The fortune thus amassed made it possible to create one of the most prestigious scholarships in the world, the Rhodes scholarship, from which former American President Bill Clinton notably benefited.

“Should we keep this statue?” asks Claire McCann. Oxford decided in 2021, after the “Rhodes must fall” campaign which was launched by students and sparked lively debates across the United Kingdom: the statue will remain in place.

The group then goes to All Souls College, "the most exclusive of colleges" in Oxford, which only accepts two or three new students per year. It is also one of the richest. “Its prestige was historically supported by slavery,” denounces Claire McCann.

All Souls has renamed its library, known to be one of the finest in the country, and which was named after a former student, Christopher Codrington. When he died in 1710, the latter left part of his fortune to the university, which came, writes All Souls on its site, "largely" from his family's plantations in the West Indies, "where slaves worked 'African origin'.

Flag at half mast
The tourist visit also exists in Cambridge. “Did you know that together, Oxford and Cambridge own more land than the Church of England?” asks guide Ashley Lance, 27, as she walks along the quiet River Cam, opposite the sumptuous Chapel of Kings college.

“According to a 2018 study, Cambridge is the city with the most inequality in Britain,” she continues. Because there are two worlds: that of the university, with its students, its professors, its laboratories, and the rest of the population.

Despite their rivalries - please don't say the word Oxford in Cambridge but rather say "the other place" - the two universities have many things in common.

Women were able to study at Oxford as early as 1870, but they had to wait until 1920 to qualify for a diploma. They were kept out of libraries for a long time, for fear that they would be "a distraction for men", explains Claire McCann.

“It’s so shocking.”
Oriel was the last college to open its doors to women, in 1985.

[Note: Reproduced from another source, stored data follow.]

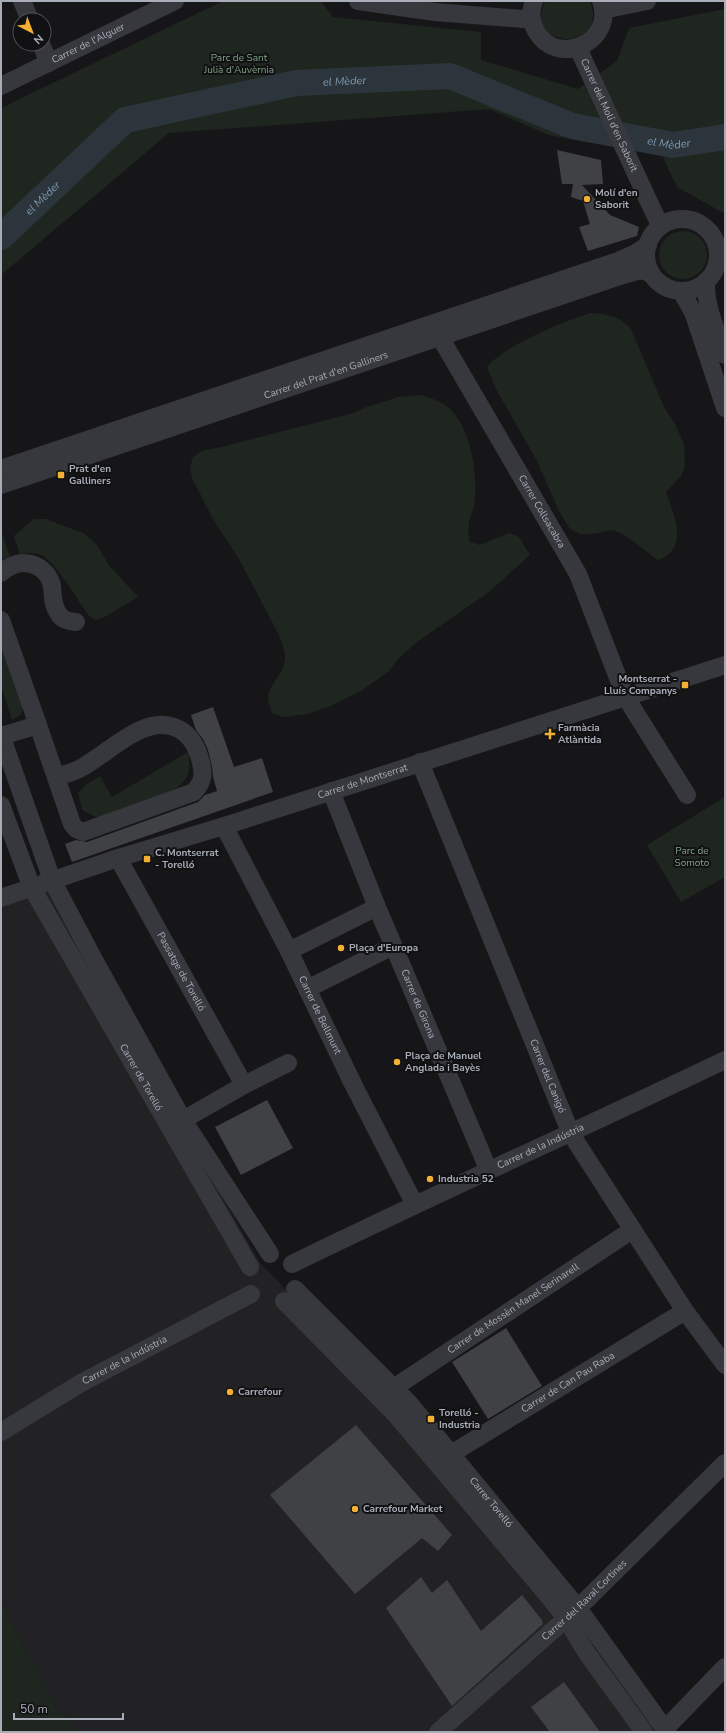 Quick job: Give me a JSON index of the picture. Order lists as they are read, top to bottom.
{
  "streets": {
    "street": [
      "Carrer de l'Alguer",
      "Carrer del Molí d'en Saborit",
      "Carrer del Prat d'en Galliners",
      "Carrer Collsacabra",
      "Carrer de Montserrat",
      "Passatge de Torelló",
      "Carrer de Girona",
      "Carrer de Bellmunt",
      "Carrer del Canigó",
      "Carrer de Torelló",
      "Carrer de la Indústria",
      "Carrer de Mossèn Manel Serinarell",
      "Carrer de Can Pau Raba",
      "Carrer Torelló",
      "Carrer del Raval Cortines"
    ]
  },
  "crossings": [
    ["Carrer del Molí d'en Saborit", "Carrer del Prat d'en Galliners"],
    ["Carrer del Prat d'en Galliners", "Carrer Collsacabra"],
    ["Carrer Collsacabra", "Carrer de Montserrat"],
    ["Carrer de Montserrat", "Passatge de Torelló"],
    ["Carrer de Montserrat", "Carrer de Girona"],
    ["Carrer de Montserrat", "Carrer de Bellmunt"],
    ["Carrer de Montserrat", "Carrer del Canigó"],
    ["Carrer de Montserrat", "Carrer de Torelló"],
    ["Carrer de Girona", "Carrer de la Indústria"],
    ["Carrer de Bellmunt", "Carrer de la Indústria"],
    ["Carrer del Canigó", "Carrer de la Indústria"],
    ["Carrer del Canigó", "Carrer de Mossèn Manel Serinarell"],
    ["Carrer del Canigó", "Carrer de Can Pau Raba"],
    ["Carrer de Torelló", "Carrer de la Indústria"],
    ["Carrer de Torelló", "Carrer Torelló"],
    ["Carrer de la Indústria", "Carrer Torelló"],
    ["Carrer de Mossèn Manel Serinarell", "Carrer Torelló"],
    ["Carrer de Can Pau Raba", "Carrer Torelló"],
    ["Carrer Torelló", "Carrer del Raval Cortines"]
  ],
  "water": ["el Mèder"],
  "parks": ["Parc de Sant Julià d'Auvèrnia", "Parc de Somoto"],
  "places": {
    "other": [
      "Molí d'en Saborit",
      "Plaça d'Europa",
      "Plaça de Manuel Anglada i Bayès",
      "Industria 52",
      "Carrefour",
      "Carrefour Market"
    ],
    "transit": [
      "Prat d'en Galliners",
      "Montserrat - Lluís Companys",
      "C. Montserrat - Torelló",
      "Torelló - Industria"
    ],
    "health": ["Farmàcia Atlàntida"]
  },
  "scale_bar": "50 m",
  "north": "bottom right"
}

In Cambridge, St John's College, founded in 1511, accepted women from 1980. But on the day the first female students arrived, a faculty official lowered the flag to half-mast and wore a black armband.

“It’s so shocking,” say, exasperated, a Londoner and her daughter, who have come to visit.

Michelle Miller, an American who has just moved to Oxford with her husband, says she is interested in the behind-the-scenes of tourist places: "We didn't know there were all these controversies."

These tours, called “Uncomfortable tours”, started in 2018. Since then, more than 20,000 people have participated, according to the founders and they should extend to London and even Paris.